Denial remains among politicians and pundits, too, providing PolitiFact with many statements to fact-check throughout 2014. The statement "Climate change is a hoax" won PolitiFact's annual readers' poll for Lie of the Year with 31.8 percent of the vote.

That claim was the title of a five-minute video released by congressional hopeful Lenar Whitney, a Republican from Louisiana. Whitney's claim ignored consequential evidence about climate change and relied on distorted and debunked evidence.

Several climate scientists told PolitiFact that Whitney's claim was "laughable," "deeply misguided," "uninformed," "disgusting" and "absurd." PolitiFact called it Pants on Fire. Whitney, meanwhile, didn't even make the runoff.

The hoax

How do we know climate change isn't a mass conspiracy to pull the wool over the world's eyes, as Whitney claimed?

Such a scenario seems near impossible, considering the overwhelming consensus among respected climate scientists that anthropogenic (human-caused) global warming is indisputable. Research also shows that climate change denial is concentrated among those who have less expertise in the subject or no scientific training at all.

Politicians with much higher profiles than Whitney also have argued with basic climate change science, such as Sen. Marco Rubio, R-Fla., a potential 2016 presidential contender. He said in May that human activity is not "causing these dramatic changes to our climate." PolitiFact rated that claim False.

Additionally, much of climate change deniers' backup evidence is cherry-picked or too simplistic to be meaningful.

For example, Rubio said Earth's surface temperatures "have stabilized," a claim PolitiFact rated Mostly False. He has a point that there has been a pause in temperature growth over the past 15 years. But scientists say it's far too early to say temperature has stabilized, and most believe growth will pick back up again. Additionally, the past 15 years have been some of the hottest years on record, despite the pause in temperature growth.

Some deniers turn the tables and say it's the government and its scientists that are spinning the data. In June, Fox News pundit Steve Doocy said, "NASA scientists fudged the numbers to make 1998 the hottest year to overstate the extent of global warming."

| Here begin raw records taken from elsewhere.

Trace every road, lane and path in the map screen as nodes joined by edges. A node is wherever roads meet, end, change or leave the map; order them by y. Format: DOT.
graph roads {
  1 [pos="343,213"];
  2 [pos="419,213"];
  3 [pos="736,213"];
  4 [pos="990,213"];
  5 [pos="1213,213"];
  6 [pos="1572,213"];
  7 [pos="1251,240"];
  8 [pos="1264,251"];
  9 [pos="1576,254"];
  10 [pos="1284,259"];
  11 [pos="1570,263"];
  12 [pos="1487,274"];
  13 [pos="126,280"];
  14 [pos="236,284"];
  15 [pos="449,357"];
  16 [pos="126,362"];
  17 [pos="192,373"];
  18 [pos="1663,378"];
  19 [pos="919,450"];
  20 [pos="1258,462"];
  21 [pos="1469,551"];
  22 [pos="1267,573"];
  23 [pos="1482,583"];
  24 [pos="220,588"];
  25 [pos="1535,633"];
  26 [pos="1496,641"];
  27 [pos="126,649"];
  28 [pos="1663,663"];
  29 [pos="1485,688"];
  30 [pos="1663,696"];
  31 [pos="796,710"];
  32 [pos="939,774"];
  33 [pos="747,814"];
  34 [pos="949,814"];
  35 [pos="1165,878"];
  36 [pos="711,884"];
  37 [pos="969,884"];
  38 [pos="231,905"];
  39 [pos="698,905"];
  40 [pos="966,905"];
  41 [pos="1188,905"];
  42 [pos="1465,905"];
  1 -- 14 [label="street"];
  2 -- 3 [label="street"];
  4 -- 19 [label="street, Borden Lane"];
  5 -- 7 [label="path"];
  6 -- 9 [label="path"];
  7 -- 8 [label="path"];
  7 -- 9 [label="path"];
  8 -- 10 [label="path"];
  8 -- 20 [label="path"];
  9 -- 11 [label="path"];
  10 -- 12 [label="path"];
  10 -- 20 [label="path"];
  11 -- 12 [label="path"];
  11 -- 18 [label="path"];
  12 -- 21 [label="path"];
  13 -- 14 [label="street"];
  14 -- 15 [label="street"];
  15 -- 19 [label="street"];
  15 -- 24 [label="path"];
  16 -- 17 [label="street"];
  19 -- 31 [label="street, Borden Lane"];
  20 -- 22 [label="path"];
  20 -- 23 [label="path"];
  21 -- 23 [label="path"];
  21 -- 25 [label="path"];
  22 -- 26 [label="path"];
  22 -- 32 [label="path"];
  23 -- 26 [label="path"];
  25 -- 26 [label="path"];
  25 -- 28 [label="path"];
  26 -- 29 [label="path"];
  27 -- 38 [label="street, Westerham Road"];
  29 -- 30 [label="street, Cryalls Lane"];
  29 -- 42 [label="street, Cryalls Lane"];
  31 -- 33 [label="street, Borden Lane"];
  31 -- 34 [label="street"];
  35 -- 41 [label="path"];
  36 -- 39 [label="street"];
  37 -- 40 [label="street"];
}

First of all, Doocy distorted the blog post where he took the claim from. Second, scientists found fundamental flaws in the raw data used to make this claim. PolitiFact rated Doocy's claim Pants on Fire.

Belief?

Compared to the consensus among scientists, the percentage of Americans who believe in human-caused climate change is quite low. The latest Gallup polls for 2014 show that 25 percent of Americans are skeptical of global warming, while 40 percent are "concerned believers" in global warming.

According to the poll, 80 percent of skeptics are Republicans, and 11 percent are Democrats. This partisan split carries over into Washington, said California Gov. Jerry Brown, who claimed "virtually no Republican" in Washington accepts climate change science. After finding fewer than 10 current Republican politicians who accept the science, PolitiFact rated Brown's claim Mostly True.

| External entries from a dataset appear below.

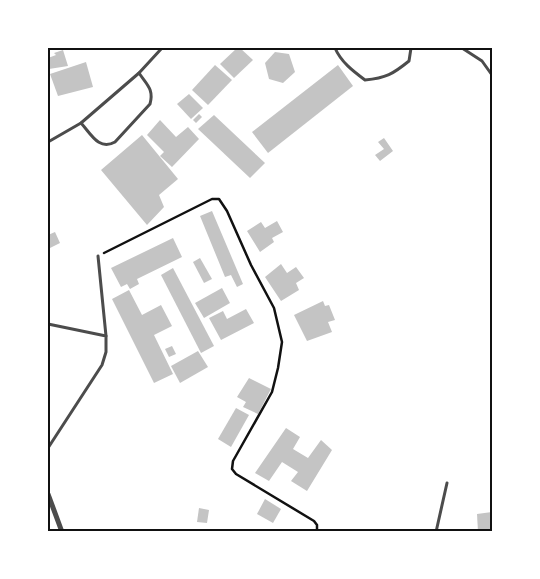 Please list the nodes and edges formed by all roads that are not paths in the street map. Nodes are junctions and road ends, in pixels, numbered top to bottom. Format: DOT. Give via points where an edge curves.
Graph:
graph roads {
  1 [pos="162,48"];
  2 [pos="336,48"];
  3 [pos="411,48"];
  4 [pos="462,48"];
  5 [pos="139,73"];
  6 [pos="492,75"];
  7 [pos="81,123"];
  8 [pos="48,142"];
  9 [pos="98,256"];
  10 [pos="48,324"];
  11 [pos="106,336"];
  12 [pos="48,448"];
  13 [pos="446,483"];
  14 [pos="48,494"];
  15 [pos="62,532"];
  16 [pos="436,532"];
  1 -- 5 [label="lane"];
  2 -- 3 [label="lane" via="347,66 365,80 384,78 395,72 409,62"];
  4 -- 6 [label="lane" via="482,61"];
  5 -- 7 [label="lane"];
  5 -- 7 [label="lane" via="150,89 150,104 115,142 100,144"];
  7 -- 8 [label="lane"];
  9 -- 11 [label="lane"];
  10 -- 11 [label="lane"];
  11 -- 12 [label="lane" via="102,365"];
  13 -- 16 [label="lane"];
  14 -- 15 [label="street"];
} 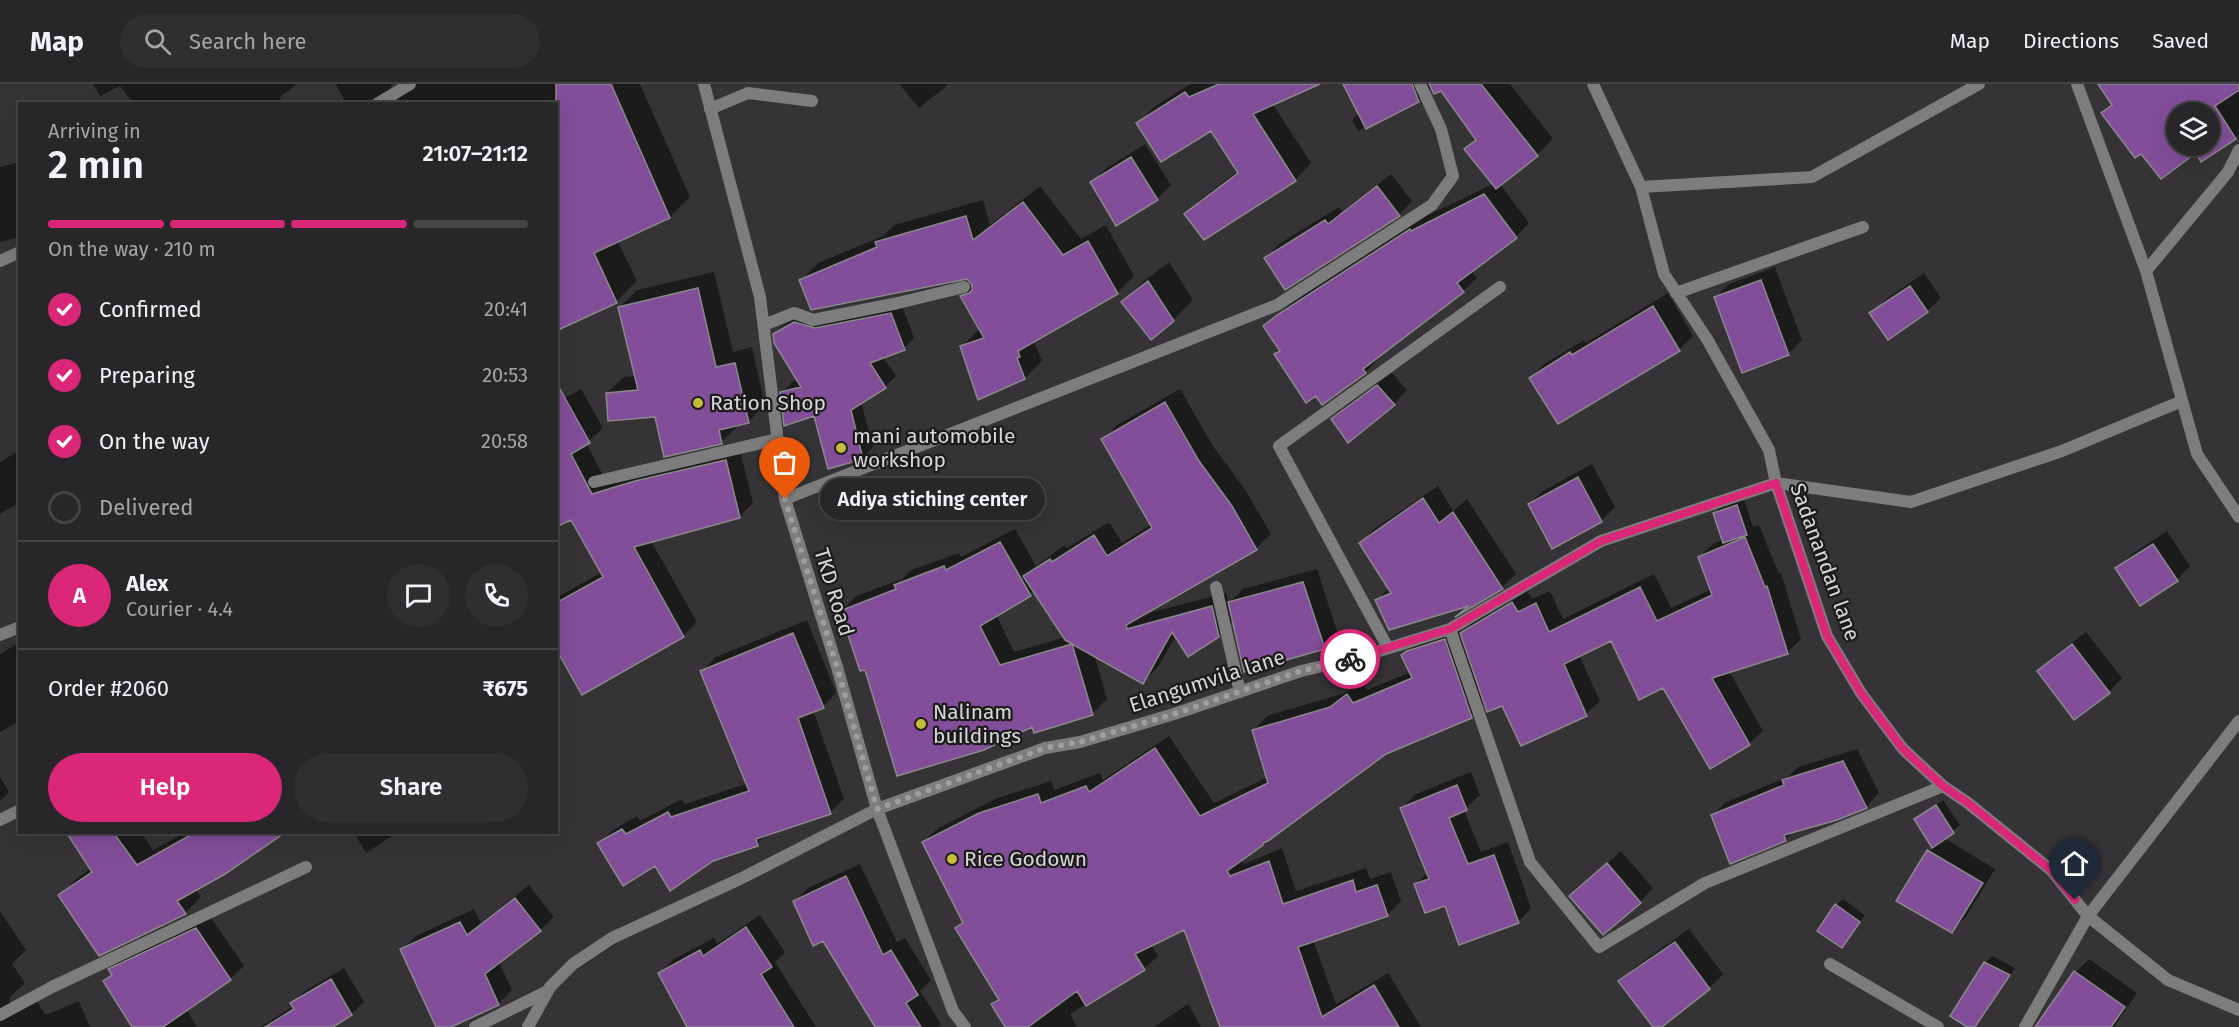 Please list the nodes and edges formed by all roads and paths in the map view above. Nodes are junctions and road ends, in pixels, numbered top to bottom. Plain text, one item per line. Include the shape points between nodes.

This will eventually cause problems for Republicans trying to court young people, said Sen. Chris Murphy, D-Conn. He said "only 3 percent of voters 18 to 34 don't believe that climate change is really happening." Murphy's claim matched up with polling data, and we rated his claim True.

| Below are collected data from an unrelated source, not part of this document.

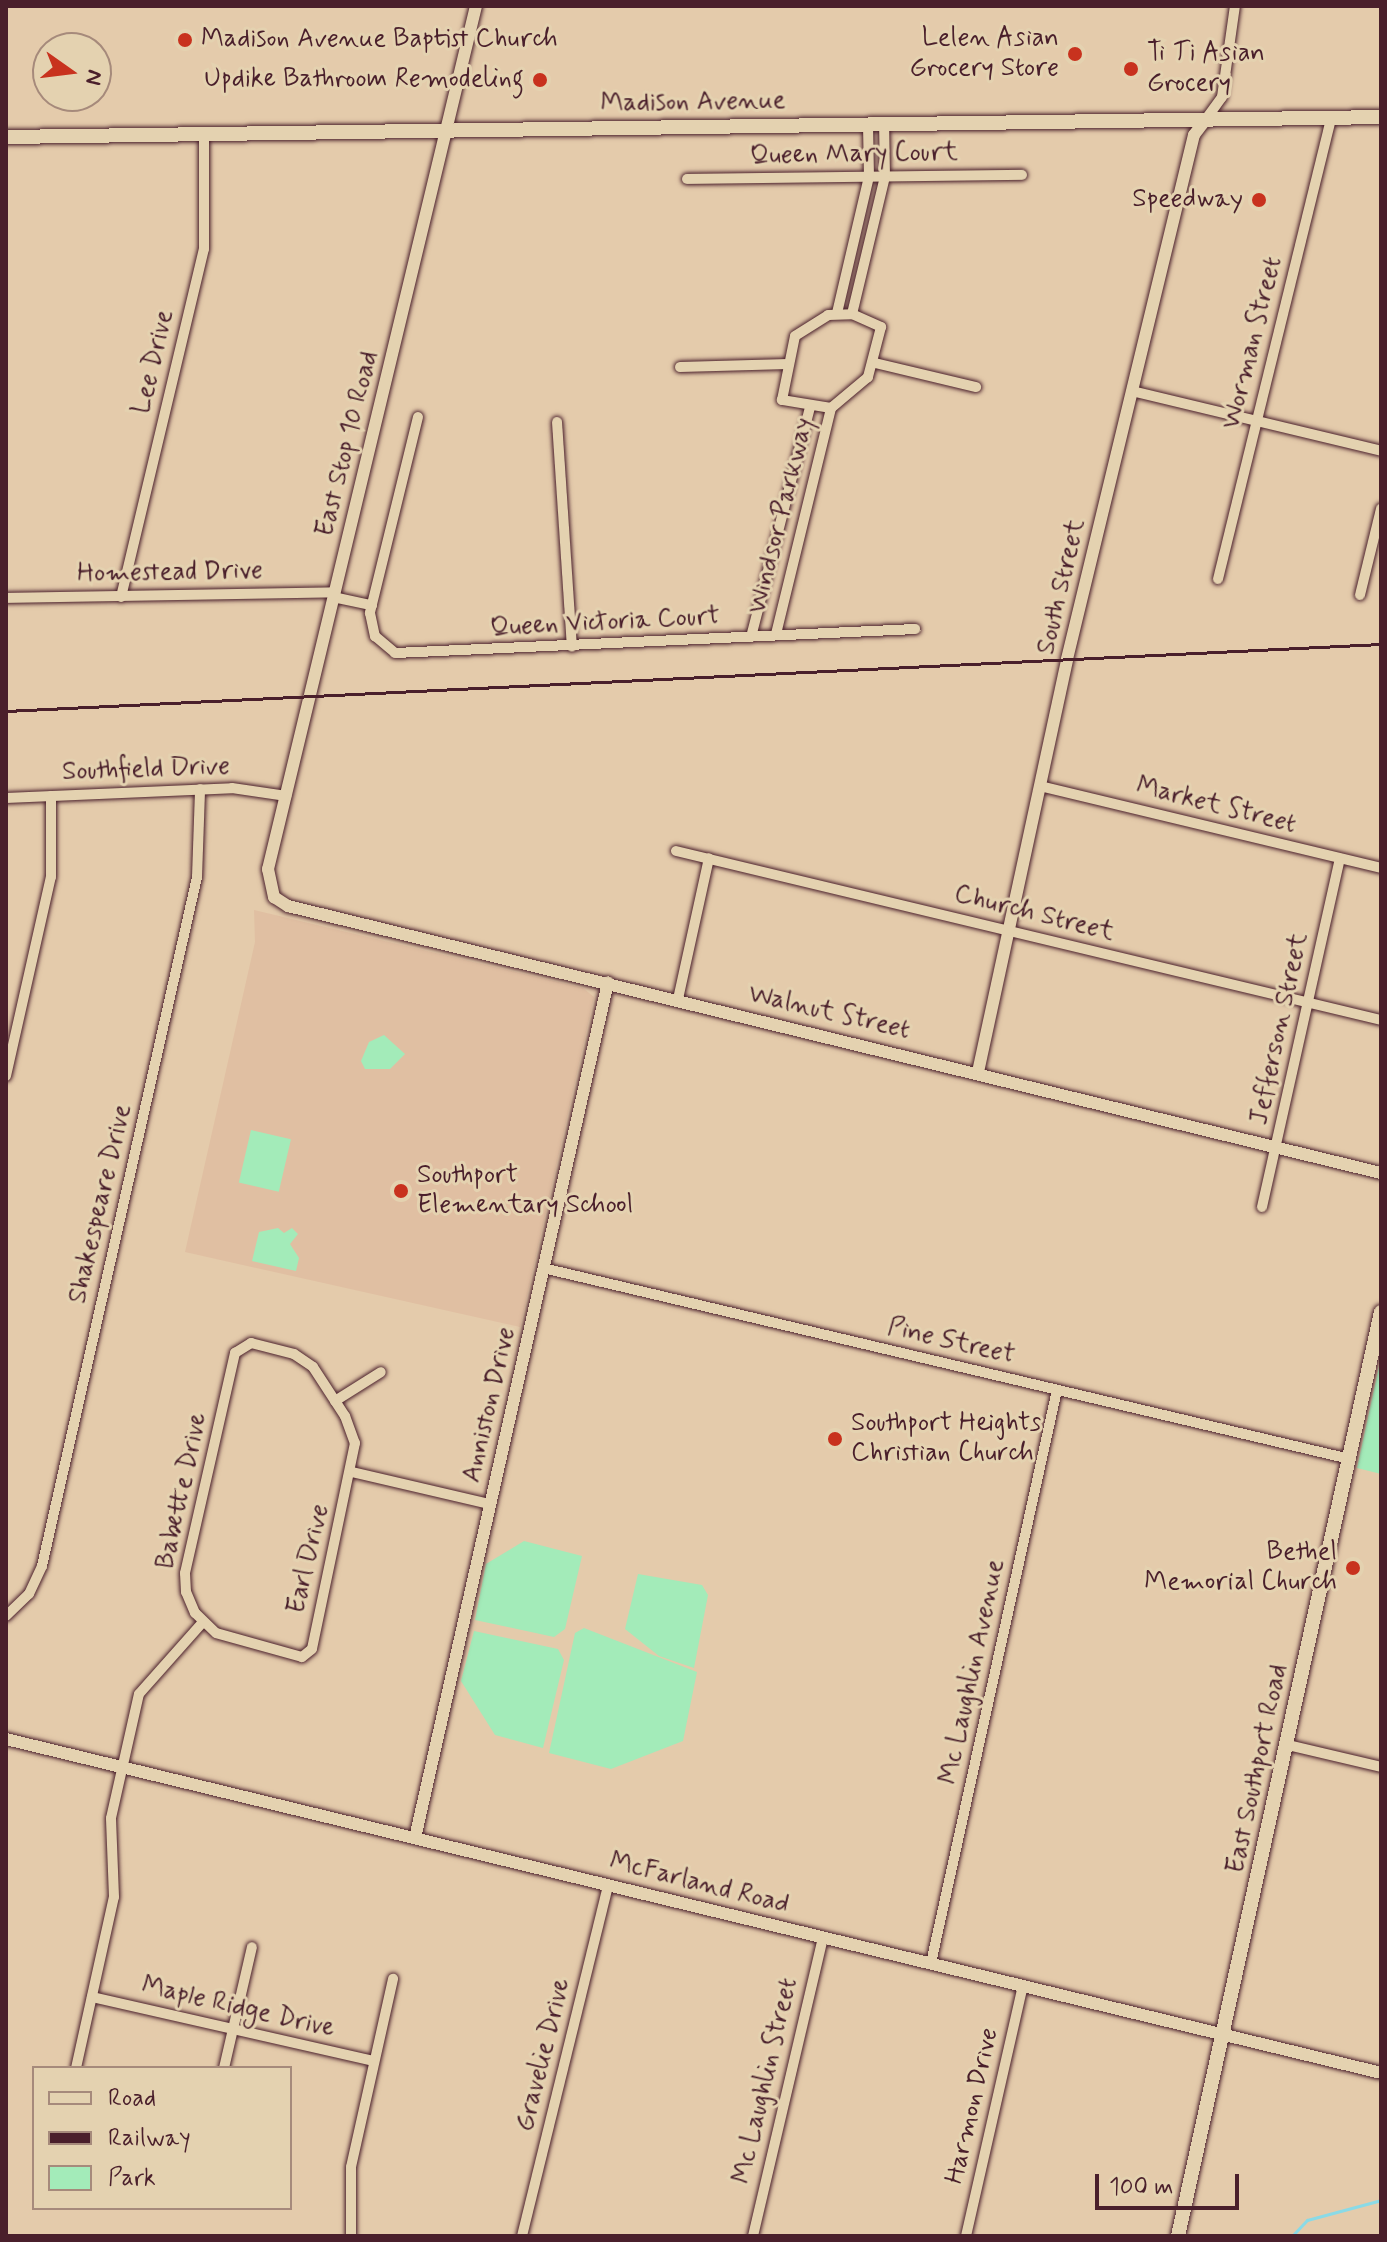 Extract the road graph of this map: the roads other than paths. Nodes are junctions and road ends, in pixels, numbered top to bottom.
1 (476, 6) edge
2 (1235, 6) edge
3 (1381, 117) edge
4 (1331, 118) junction
5 (1206, 119) junction
6 (884, 122) junction
7 (868, 123) junction
8 (445, 132) junction
9 (204, 135) junction
10 (6, 137) edge
11 (1022, 175) dead end
12 (869, 177) junction
13 (885, 177) junction
14 (687, 179) dead end
15 (837, 313) junction
16 (852, 314) junction
17 (875, 363) junction
18 (788, 364) junction
19 (680, 367) dead end
20 (976, 387) dead end
21 (1132, 391) junction
22 (810, 408) junction
23 (831, 408) junction
24 (418, 417) dead end
25 (1257, 421) junction
26 (557, 422) dead end
27 (1381, 451) edge
28 (1381, 509) edge
29 (1218, 579) dead end
30 (334, 595) junction
31 (1360, 595) dead end
32 (121, 597) junction
33 (6, 598) edge
34 (372, 605) junction
35 (915, 629) dead end
36 (776, 634) junction
37 (751, 637) junction
38 (572, 647) junction
39 (1040, 786) junction
40 (200, 789) junction
41 (51, 796) junction
42 (286, 796) junction
43 (6, 798) edge
44 (676, 851) dead end
45 (709, 858) junction
46 (1340, 859) junction
47 (1381, 868) edge
48 (270, 892) joint
49 (1009, 931) junction
50 (608, 982) junction
51 (678, 999) junction
52 (1308, 1003) junction
53 (1381, 1020) edge
54 (978, 1072) junction
55 (6, 1076) edge
56 (1277, 1148) junction
57 (1381, 1173) edge
58 (1262, 1207) dead end
59 (543, 1268) junction
60 (1381, 1312) edge
61 (241, 1346) joint
62 (381, 1372) dead end
63 (1057, 1390) junction
64 (335, 1401) junction
65 (1350, 1459) junction
66 (352, 1472) junction
67 (490, 1504) junction
68 (6, 1616) edge
69 (203, 1622) junction
70 (6, 1739) edge
71 (1288, 1745) junction
72 (123, 1767) junction
73 (1381, 1767) edge
74 (415, 1838) junction
75 (608, 1885) junction
76 (823, 1937) junction
77 (252, 1947) dead end
78 (931, 1963) junction
79 (393, 1979) dead end
80 (1023, 1985) junction
81 (92, 1997) junction
82 (233, 2029) junction
83 (1225, 2034) junction
84 (374, 2061) junction
85 (76, 2066) edge
86 (224, 2066) edge
87 (1381, 2073) edge
88 (351, 2236) edge
89 (522, 2236) edge
90 (753, 2236) edge
91 (966, 2236) edge
92 (1178, 2236) edge

1 - 8 street, East Stop 10 Road
2 - 5 street
3 - 4 main road, Madison Avenue
4 - 5 main road, Madison Avenue
4 - 25 street, Worman Street
5 - 6 main road, Madison Avenue
5 - 21 street, South Street
6 - 7 main road, Madison Avenue
6 - 13 street
7 - 8 main road, Madison Avenue
7 - 12 street
8 - 9 main road, Madison Avenue
8 - 30 street, East Stop 10 Road
9 - 10 main road, Madison Avenue
9 - 32 street, Lee Drive
11 - 13 street, Queen Mary Court
12 - 13 street, Queen Mary Court
12 - 14 street, Queen Mary Court
12 - 15 street
13 - 16 street
15 - 16 street
15 - 18 street, Windsor Parkway
16 - 17 street
17 - 20 street
17 - 23 street, Windsor Parkway
18 - 19 street
18 - 22 street, Windsor Parkway
21 - 25 street
21 - 39 street, South Street
22 - 23 street, Windsor Parkway
22 - 37 street, Windsor Parkway
23 - 36 street, Windsor Parkway
24 - 34 street
25 - 27 street
25 - 29 street, Worman Street
26 - 38 street
28 - 31 street
30 - 32 street, Homestead Drive
30 - 34 street
30 - 42 street, East Stop 10 Road
32 - 33 street, Homestead Drive
34 - 38 street, Queen Victoria Court
35 - 36 street, Queen Victoria Court
36 - 37 street, Queen Victoria Court
37 - 38 street, Queen Victoria Court
39 - 46 street, Market Street
39 - 49 street, South Street
40 - 41 street, Southfield Drive
40 - 42 street, Southfield Drive
40 - 68 street, Shakespeare Drive
41 - 43 street, Southfield Drive
41 - 55 street
42 - 48 street, East Stop 10 Road
44 - 45 street, Church Street
45 - 49 street, Church Street
45 - 51 street
46 - 47 street, Market Street
46 - 52 street, Jefferson Street
48 - 50 street, Walnut Street
49 - 52 street, Church Street
49 - 54 street, South Street
50 - 51 street, Walnut Street
50 - 59 street, Anniston Drive
51 - 54 street, Walnut Street
52 - 53 street, Church Street
52 - 56 street, Jefferson Street
54 - 56 street, Walnut Street
56 - 57 street, Walnut Street
56 - 58 street, Jefferson Street
59 - 63 street, Pine Street
59 - 67 street, Anniston Drive
60 - 65 main road, East Southport Road
61 - 64 street, Earl Drive
61 - 69 street, Babette Drive
62 - 64 street
63 - 65 street, Pine Street
63 - 78 street, Mc Laughlin Avenue
64 - 66 street, Earl Drive
65 - 71 main road, East Southport Road
66 - 67 street
66 - 69 street, Earl Drive
67 - 74 street, Anniston Drive
69 - 72 street
70 - 72 street, McFarland Road
71 - 73 street
71 - 83 main road, East Southport Road
72 - 74 street, McFarland Road
72 - 81 street
74 - 75 street, McFarland Road
75 - 76 street, McFarland Road
75 - 89 street, Gravelie Drive
76 - 78 street, McFarland Road
76 - 90 street, Mc Laughlin Street
77 - 82 street
78 - 80 street, McFarland Road
79 - 84 street
80 - 83 street, McFarland Road
80 - 91 street, Harmon Drive
81 - 82 street, Maple Ridge Drive
81 - 85 street
82 - 84 street, Maple Ridge Drive
82 - 86 street
83 - 87 street, McFarland Road
83 - 92 main road, East Southport Road
84 - 88 street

Conservative radio talk show host Rush Limbaugh took pride in the fact that so many Americans share his skepticism of climate change science — saying the United States leads "with the highest amount of doubt about the conventional wisdom of climate change" in the world. Taking into account caveats about the research, which polled people in 20 countries, we rated his claim Mostly True.

Climate change skeptics' talking points have evolved since the 1990s as the scientific evidence has grown, said Riley Dunlap, an environmental sociology professor at Oklahoma State University who has been studying public opinion of climate change for 20 years. They first said the Earth wasn't warming. Then they said the Earth was warming, but it's not caused by human activity. Now, many agree with the science, but think it's not that big of a problem.

"But in (Whitney's) case," Dunlap said of the claim that climate change is a hoax, "She's reverting to some of the most primitive statements."